Air conditioners might produce a COP of 3 and an EER of over 10. In this case, the Air Conditioner removes three units of heat from the room and exhausts 4 units of heat outside (the three from the room and one from the work intput to the refrigeration cycle.)

In any event, no the French guy is way wrong. (A French environmentalist? One more strike and he’s out.)

A quick back of the envelope computation tells me that the overall efficiency from the heat produced by burning a lump of coal at the generating plant to the actual heat removed from a building into the atmosphere is between 30% and 40%. So the Minister doesn’t seem to me to be that far off.

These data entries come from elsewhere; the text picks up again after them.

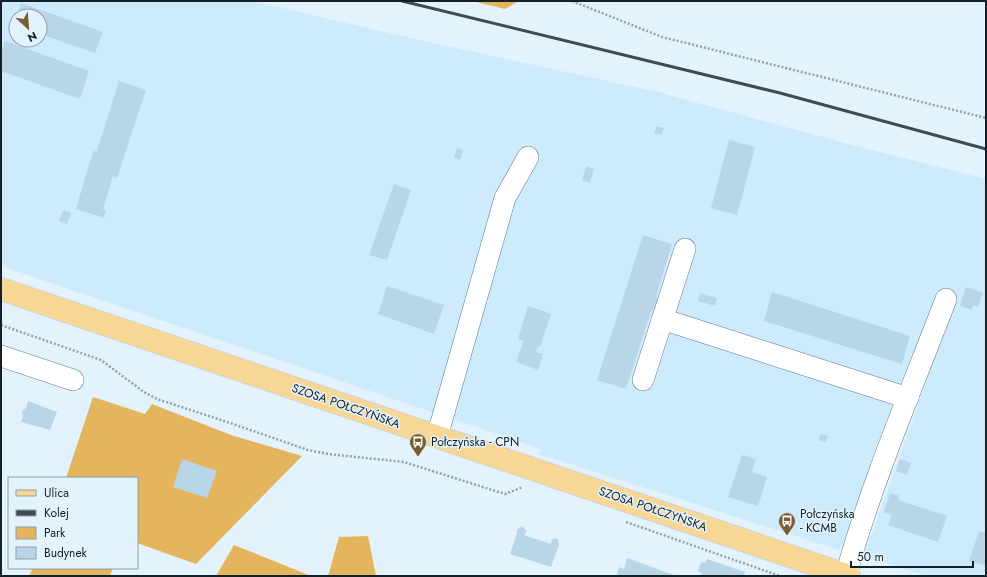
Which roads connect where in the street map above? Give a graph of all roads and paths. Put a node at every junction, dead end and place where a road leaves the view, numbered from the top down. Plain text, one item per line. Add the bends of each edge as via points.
1 (572, 1) edge
2 (986, 118) edge
3 (528, 157) dead end
4 (685, 249) dead end
5 (1, 290) edge
6 (946, 299) dead end
7 (662, 319) junction
8 (1, 325) edge
9 (1, 356) edge
10 (73, 380) dead end
11 (643, 380) dead end
12 (908, 398) junction
13 (437, 436) junction
14 (529, 489) dead end
15 (623, 522) dead end
16 (848, 575) edge
17 (780, 576) edge

1 - 2 path via 662,37
3 - 13 street via 505,198
4 - 7 street
5 - 13 main road, SZOSA POŁCZYŃSKA
6 - 12 street
7 - 11 street
7 - 12 street
8 - 14 path via 100,360 157,399 308,450 404,462 505,494 522,486
9 - 10 street
12 - 16 street via 856,538
13 - 16 main road, SZOSA POŁCZYŃSKA
15 - 17 path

I don’t think the thermodynamic efficiency of 1-T[sub]out[/sub]/T[sub]in[/sub] is applicable in this case. The total energy contained in the lump of coal that doesn’t get transformed to heat on burning doesn’t show up as heat does it?

To answer the question I think you’re asking:

The total energy in the lump of coal (meaning the chemical energy produced by reacting all the carbon, hydrogen and sulphur in the coal with oxygen) all leaves the power station as either heat or electricity, except for a small amount of unburned carbon in the ash.

To address the OP:
If you choose to consider the fuel into the power station as your energy in, and the cooling effect of the air conditioner as your energy out, you could figure something like:
GCV exported efficiency of power plant: 33%
Efficiency of transmission and distribution: 90%
COP of air conditioner: 3
Giving a cooling effect of approximately 0.9 joules for every 1 joule of coal burned.

The heat delivered to the environment will be 1.9 joules, of which:
0.67 joules at the power station (to cooling water and flue gases)
0.033 joules in the transmission and distribution system (wires and transformers)
0.9 + 0.297 = 1.197 joules transferred to the atmosphere from the condenser or cooling tower of the air conditioner.

So for each calorie of cooling you produce a little over 2 calories of heat, using these assumptions.

Does anyone disagree that the heat transferred by the air conditioner should be included in reckoning the amount of “heat produced”?

Not on my part. Our EER is in the same units as the COP. Watts/Watt. Or calories/calorie. With the U.S. ratings, you need to do a unit conversion, from Btu/Watt to calories/calorie, but you’ll still get the same answer in the end.

I guess someone’s ignorance has been exposed. You need to understand how the terms “input” and “output” are defined. “Input” only includes electrical power input. “Output” is the amount of useful heat transferred, and because that includes heat shifted from point A to point B, you can easily get efficiencies greater than 100%.

In the context of the original quote, which refers to “generating heat”, it probably shouldn’t be included. That heat existed independently of the air conditioner, i.e. the use of the air conditioned did not “generate” that heat.

Sorry, I should have read a little more carefully. I didn’t realize Australia had shifted to consistent units.

However, on the issue of efficiency, the original statement is still wrong. At worst it takes about three units of heat to generate one unit of electricity, which then transfers three units of heat from the conditioned space to the environment. 6 units total are rejected to the environment. However, only 3 of these were “generated” in that fuel was burned. So the original statement is still wrong by a factor of three. (Which isn’t close enough to count in horseshoes and maybe not even in hand grenades.)